[Records shown]

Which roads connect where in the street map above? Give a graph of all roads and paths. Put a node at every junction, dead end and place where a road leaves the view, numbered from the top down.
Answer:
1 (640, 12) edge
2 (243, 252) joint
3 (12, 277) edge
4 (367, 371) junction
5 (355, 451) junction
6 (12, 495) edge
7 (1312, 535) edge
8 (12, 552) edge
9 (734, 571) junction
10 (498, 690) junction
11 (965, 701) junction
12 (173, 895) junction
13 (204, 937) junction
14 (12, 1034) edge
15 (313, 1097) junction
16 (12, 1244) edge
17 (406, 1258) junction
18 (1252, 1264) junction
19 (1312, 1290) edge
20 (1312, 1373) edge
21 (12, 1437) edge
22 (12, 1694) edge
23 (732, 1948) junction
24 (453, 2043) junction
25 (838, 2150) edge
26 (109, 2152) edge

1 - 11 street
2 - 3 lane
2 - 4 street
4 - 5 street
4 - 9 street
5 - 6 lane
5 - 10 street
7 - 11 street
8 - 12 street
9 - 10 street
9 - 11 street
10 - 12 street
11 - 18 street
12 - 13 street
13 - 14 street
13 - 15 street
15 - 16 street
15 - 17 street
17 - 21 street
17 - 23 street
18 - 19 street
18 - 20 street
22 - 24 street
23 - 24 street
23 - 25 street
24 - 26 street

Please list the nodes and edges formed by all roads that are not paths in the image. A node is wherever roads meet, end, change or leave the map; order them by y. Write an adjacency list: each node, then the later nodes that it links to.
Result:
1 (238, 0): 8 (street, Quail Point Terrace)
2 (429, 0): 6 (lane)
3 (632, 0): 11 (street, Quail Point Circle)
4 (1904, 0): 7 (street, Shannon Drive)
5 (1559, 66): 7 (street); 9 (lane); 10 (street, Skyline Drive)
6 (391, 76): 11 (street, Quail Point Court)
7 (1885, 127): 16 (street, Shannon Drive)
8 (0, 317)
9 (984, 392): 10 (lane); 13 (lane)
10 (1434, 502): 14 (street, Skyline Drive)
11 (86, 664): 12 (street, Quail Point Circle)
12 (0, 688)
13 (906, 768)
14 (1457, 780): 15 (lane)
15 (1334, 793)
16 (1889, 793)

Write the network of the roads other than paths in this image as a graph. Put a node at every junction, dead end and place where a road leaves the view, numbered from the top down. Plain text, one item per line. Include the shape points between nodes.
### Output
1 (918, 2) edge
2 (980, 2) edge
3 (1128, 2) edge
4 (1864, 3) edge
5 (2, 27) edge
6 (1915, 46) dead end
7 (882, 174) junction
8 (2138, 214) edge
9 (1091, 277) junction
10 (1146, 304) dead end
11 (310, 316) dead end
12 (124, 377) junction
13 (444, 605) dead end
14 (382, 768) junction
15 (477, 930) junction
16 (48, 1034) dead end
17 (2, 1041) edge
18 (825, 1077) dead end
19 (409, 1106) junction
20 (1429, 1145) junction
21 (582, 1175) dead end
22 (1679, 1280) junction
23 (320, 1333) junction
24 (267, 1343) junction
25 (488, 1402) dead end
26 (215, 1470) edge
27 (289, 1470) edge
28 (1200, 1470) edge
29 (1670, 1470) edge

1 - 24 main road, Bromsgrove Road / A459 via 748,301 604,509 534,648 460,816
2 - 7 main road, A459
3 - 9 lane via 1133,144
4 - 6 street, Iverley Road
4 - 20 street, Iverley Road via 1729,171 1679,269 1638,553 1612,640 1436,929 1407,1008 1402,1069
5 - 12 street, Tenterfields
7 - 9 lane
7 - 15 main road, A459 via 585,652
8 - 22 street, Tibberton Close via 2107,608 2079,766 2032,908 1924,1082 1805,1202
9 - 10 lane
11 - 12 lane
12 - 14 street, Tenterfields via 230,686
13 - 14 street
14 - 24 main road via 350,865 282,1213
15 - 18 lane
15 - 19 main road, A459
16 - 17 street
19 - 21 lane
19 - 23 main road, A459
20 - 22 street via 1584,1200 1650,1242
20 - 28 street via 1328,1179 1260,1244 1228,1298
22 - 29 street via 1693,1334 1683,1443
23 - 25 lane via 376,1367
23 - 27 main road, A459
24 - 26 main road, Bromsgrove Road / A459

[/Records shown]

Wherever the word "from" occurs in the data, copy that whole line.

Which roads connect where in the street map above? Give a graph of all roads and paths. Put a node at every junction, dead end and place where a road leaves the view, numbered from the top down.
Write the network of the roads other than paths in this image as a graph. Put a node at every junction, dead end and place where a road leaves the view, numbered from the top down. Plain text, one item per line. Include the shape points between nodes.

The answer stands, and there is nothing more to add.